- AVAILABLE RECORDS -
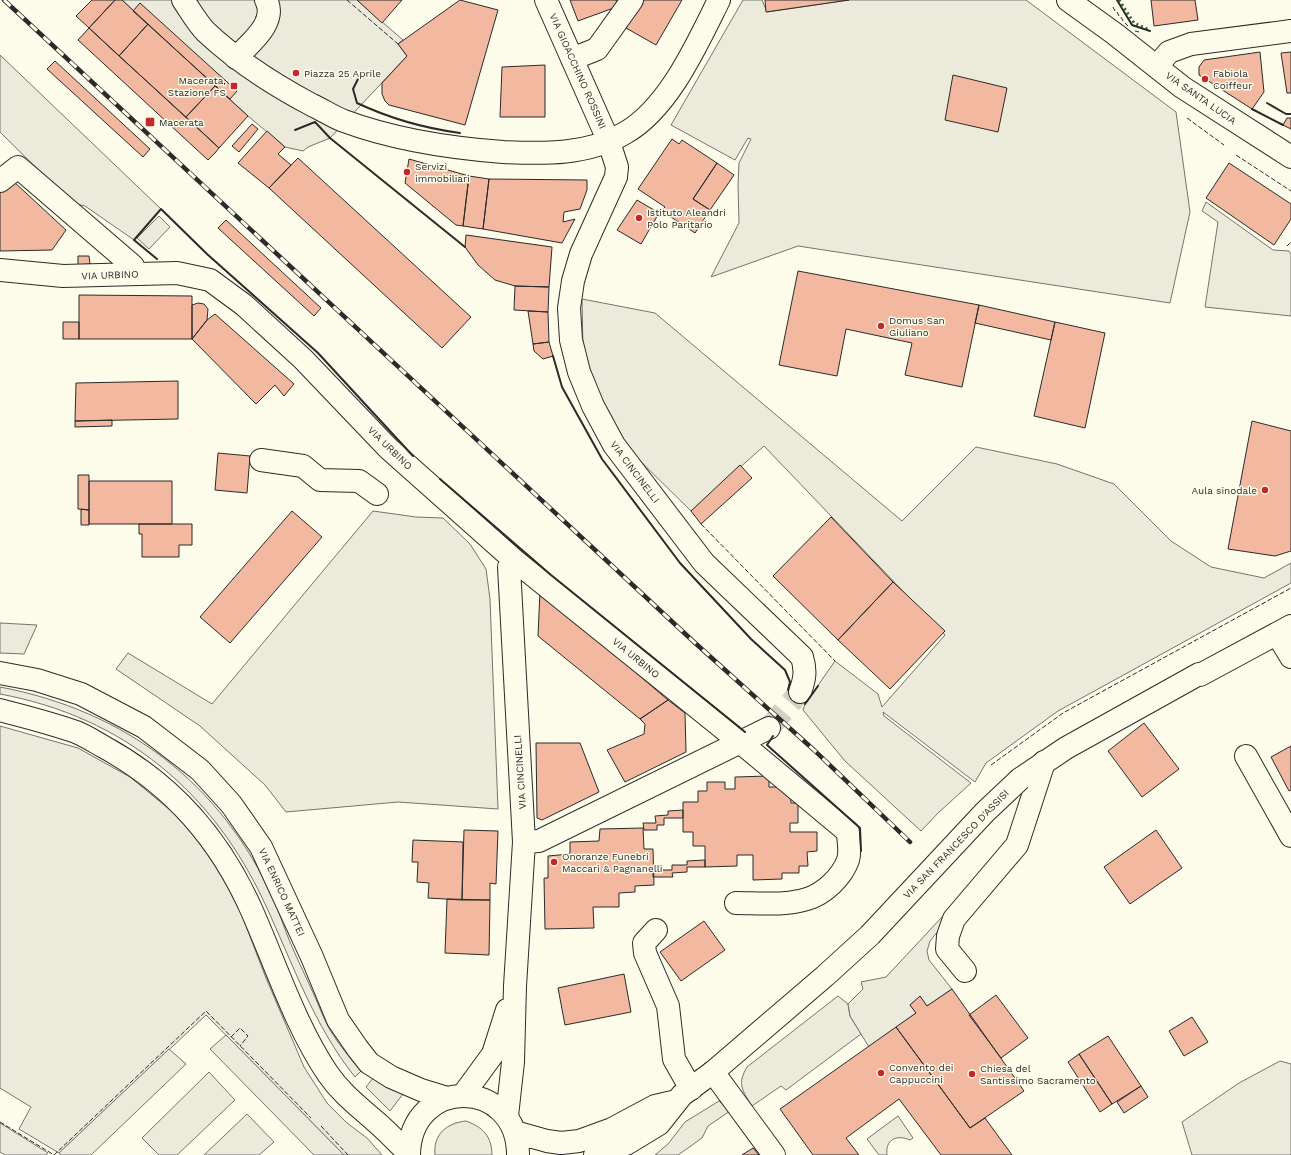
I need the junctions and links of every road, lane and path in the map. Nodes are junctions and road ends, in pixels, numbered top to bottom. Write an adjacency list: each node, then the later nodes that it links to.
1 (266, 0): 10 (street)
2 (546, 0): 11 (street, VIA GIOACCHINO ROSSINI)
3 (632, 0): 11 (street)
4 (719, 0): 13 (street)
5 (1068, 0): 9 (street, VIA SANTA LUCIA)
6 (1097, 0): 9 (street, VIA SANTA LUCIA)
7 (187, 2): 10 (street)
8 (1291, 31): 12 (street)
9 (1115, 34): 12 (street, VIA SANTA LUCIA)
10 (236, 58): 13 (street)
11 (572, 59): 13 (street, VIA GIOACCHINO ROSSINI)
12 (1157, 66): 14 (street, VIA SANTA LUCIA)
13 (609, 142): 24 (street, VIA CINCINELLI)
14 (1291, 157)
15 (0, 181): 17 (street)
16 (0, 270): 17 (street, VIA URBINO)
17 (133, 274): 20 (street, VIA URBINO)
18 (261, 460): 19 (street)
19 (377, 494)
20 (514, 560): 27 (street, VIA URBINO); 32 (street, VIA CINCINELLI)
21 (1284, 630): 22 (street); 29 (street, VIA SAN FRANCESCO D'ASSISI)
22 (1291, 657)
23 (0, 673): 39 (street, VIA ENRICO MATTEI)
24 (800, 692)
25 (0, 710): 42 (street)
26 (769, 728): 27 (street)
27 (740, 742): 32 (street); 33 (street, VIA URBINO)
28 (1246, 756): 30 (street)
29 (1044, 762): 35 (street); 37 (street, VIA SAN FRANCESCO D'ASSISI, bridge)
30 (1284, 806): 31 (street)
31 (1291, 836)
32 (524, 842): 36 (street, VIA CINCINELLI)
33 (736, 903)
34 (656, 930): 38 (street)
35 (965, 971)
36 (515, 986): 39 (street, VIA CINCINELLI); 40 (street, VIA CINCINELLI)
37 (713, 1072): 38 (street, VIA SAN FRANCESCO D'ASSISI); 45 (street)
38 (684, 1095): 40 (street, VIA SAN FRANCESCO D'ASSISI); 41 (street, VIA SAN FRANCESCO D'ASSISI)
39 (455, 1097): 40 (street, VIA ENRICO MATTEI); 42 (street)
40 (511, 1124): 43 (street)
41 (623, 1149): 44 (street, VIA SAN FRANCESCO D'ASSISI)
42 (409, 1155)
43 (518, 1155)
44 (596, 1155)
45 (774, 1155)

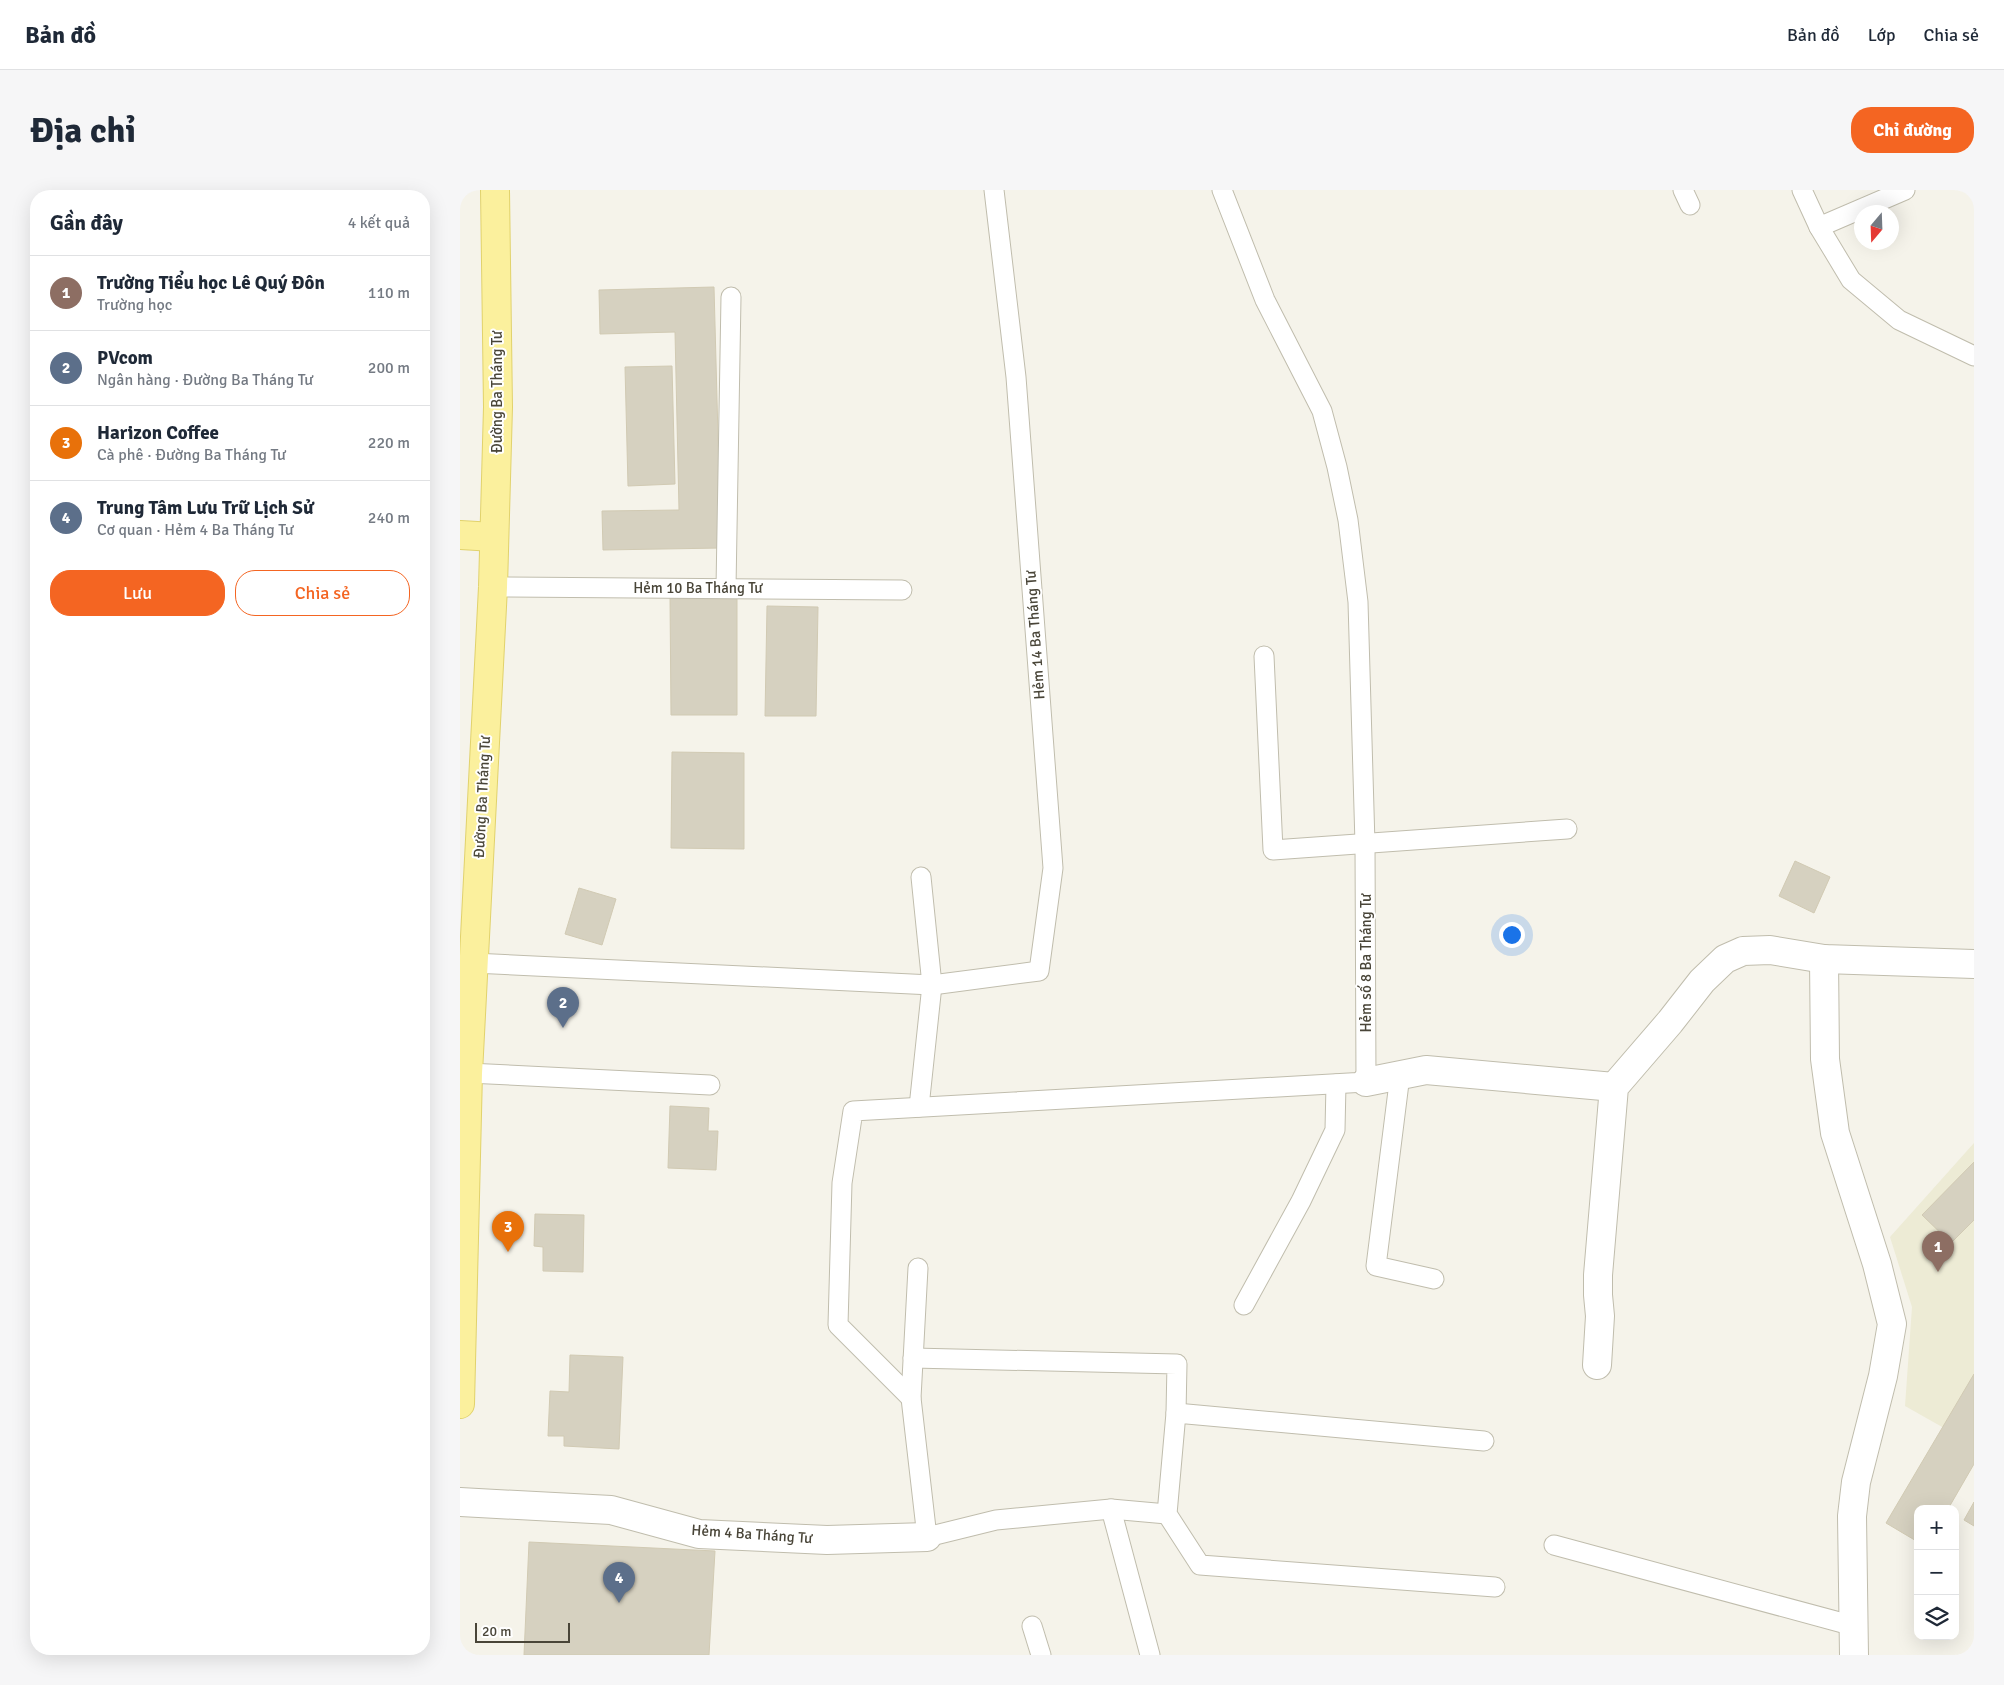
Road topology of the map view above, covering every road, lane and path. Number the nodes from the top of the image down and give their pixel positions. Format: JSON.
{"nodes":[{"id":1,"x":495,"y":190,"type":"edge"},
{"id":2,"x":994,"y":190,"type":"edge"},
{"id":3,"x":1222,"y":190,"type":"edge"},
{"id":4,"x":1802,"y":190,"type":"edge"},
{"id":5,"x":1905,"y":190,"type":"edge"},
{"id":6,"x":1819,"y":227,"type":"junction"},
{"id":7,"x":731,"y":297,"type":"dead end"},
{"id":8,"x":1974,"y":356,"type":"edge"},
{"id":9,"x":460,"y":535,"type":"edge"},
{"id":10,"x":494,"y":537,"type":"junction"},
{"id":11,"x":493,"y":587,"type":"junction"},
{"id":12,"x":726,"y":588,"type":"junction"},
{"id":13,"x":902,"y":590,"type":"dead end"},
{"id":14,"x":1264,"y":656,"type":"dead end"},
{"id":15,"x":1567,"y":829,"type":"dead end"},
{"id":16,"x":1365,"y":844,"type":"junction"},
{"id":17,"x":921,"y":877,"type":"dead end"},
{"id":18,"x":1824,"y":959,"type":"junction"},
{"id":19,"x":473,"y":963,"type":"junction"},
{"id":20,"x":1974,"y":964,"type":"edge"},
{"id":21,"x":932,"y":985,"type":"junction"},
{"id":22,"x":468,"y":1073,"type":"junction"},
{"id":23,"x":1400,"y":1075,"type":"junction"},
{"id":24,"x":1366,"y":1082,"type":"junction"},
{"id":25,"x":710,"y":1084,"type":"dead end"},
{"id":26,"x":1336,"y":1084,"type":"junction"},
{"id":27,"x":1614,"y":1087,"type":"junction"},
{"id":28,"x":920,"y":1107,"type":"junction"},
{"id":29,"x":918,"y":1268,"type":"dead end"},
{"id":30,"x":1434,"y":1279,"type":"dead end"},
{"id":31,"x":1244,"y":1305,"type":"dead end"},
{"id":32,"x":913,"y":1358,"type":"junction"},
{"id":33,"x":1597,"y":1364,"type":"dead end"},
{"id":34,"x":910,"y":1398,"type":"junction"},
{"id":35,"x":460,"y":1404,"type":"edge"},
{"id":36,"x":1176,"y":1414,"type":"junction"},
{"id":37,"x":1484,"y":1441,"type":"dead end"},
{"id":38,"x":460,"y":1502,"type":"edge"},
{"id":39,"x":1111,"y":1509,"type":"junction"},
{"id":40,"x":1167,"y":1514,"type":"junction"},
{"id":41,"x":927,"y":1537,"type":"junction"},
{"id":42,"x":1554,"y":1545,"type":"dead end"},
{"id":43,"x":1495,"y":1587,"type":"dead end"},
{"id":44,"x":1032,"y":1626,"type":"dead end"},
{"id":45,"x":1854,"y":1626,"type":"junction"},
{"id":46,"x":1041,"y":1655,"type":"edge"},
{"id":47,"x":1150,"y":1655,"type":"edge"},
{"id":48,"x":1854,"y":1655,"type":"edge"}],
"edges":[{"from":1,"to":10,"type":"main road","name":"Đường Ba Tháng Tư"},
{"from":2,"to":21,"type":"lane","name":"Hẻm 14 Ba Tháng Tư"},
{"from":3,"to":16,"type":"lane","name":"Hẻm số 8 Ba Tháng Tư"},
{"from":4,"to":6,"type":"lane"},
{"from":5,"to":6,"type":"lane"},
{"from":6,"to":8,"type":"lane"},
{"from":7,"to":12,"type":"lane"},
{"from":9,"to":10,"type":"main road"},
{"from":10,"to":11,"type":"main road","name":"Đường Ba Tháng Tư"},
{"from":11,"to":12,"type":"lane","name":"Hẻm 10 Ba Tháng Tư"},
{"from":11,"to":19,"type":"main road","name":"Đường Ba Tháng Tư"},
{"from":12,"to":13,"type":"lane","name":"Hẻm 10 Ba Tháng Tư"},
{"from":14,"to":16,"type":"lane"},
{"from":15,"to":16,"type":"lane"},
{"from":16,"to":24,"type":"lane","name":"Hẻm số 8 Ba Tháng Tư"},
{"from":17,"to":21,"type":"lane"},
{"from":18,"to":20,"type":"street"},
{"from":18,"to":27,"type":"street"},
{"from":18,"to":45,"type":"street"},
{"from":19,"to":21,"type":"lane"},
{"from":19,"to":22,"type":"main road","name":"Đường Ba Tháng Tư"},
{"from":21,"to":28,"type":"lane"},
{"from":22,"to":25,"type":"lane"},
{"from":22,"to":35,"type":"main road","name":"Đường Ba Tháng Tư"},
{"from":23,"to":24,"type":"street"},
{"from":23,"to":27,"type":"street"},
{"from":23,"to":30,"type":"lane"},
{"from":24,"to":26,"type":"lane"},
{"from":26,"to":28,"type":"lane"},
{"from":26,"to":31,"type":"lane"},
{"from":27,"to":33,"type":"street"},
{"from":28,"to":34,"type":"lane"},
{"from":29,"to":32,"type":"lane"},
{"from":32,"to":34,"type":"lane"},
{"from":32,"to":36,"type":"lane"},
{"from":34,"to":41,"type":"lane"},
{"from":36,"to":37,"type":"lane"},
{"from":36,"to":40,"type":"lane"},
{"from":38,"to":41,"type":"street","name":"Hẻm 4 Ba Tháng Tư"},
{"from":39,"to":40,"type":"lane"},
{"from":39,"to":41,"type":"lane"},
{"from":39,"to":47,"type":"lane"},
{"from":40,"to":43,"type":"lane"},
{"from":42,"to":45,"type":"lane"},
{"from":44,"to":46,"type":"lane"},
{"from":45,"to":48,"type":"street"}]}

- TASK REQUIREMENTS -
Every line with "LUCIA" in it should be copied from the entries above.

- OUTPUT FOR THIS TASK -
5 (1068, 0): 9 (street, VIA SANTA LUCIA)
6 (1097, 0): 9 (street, VIA SANTA LUCIA)
9 (1115, 34): 12 (street, VIA SANTA LUCIA)
12 (1157, 66): 14 (street, VIA SANTA LUCIA)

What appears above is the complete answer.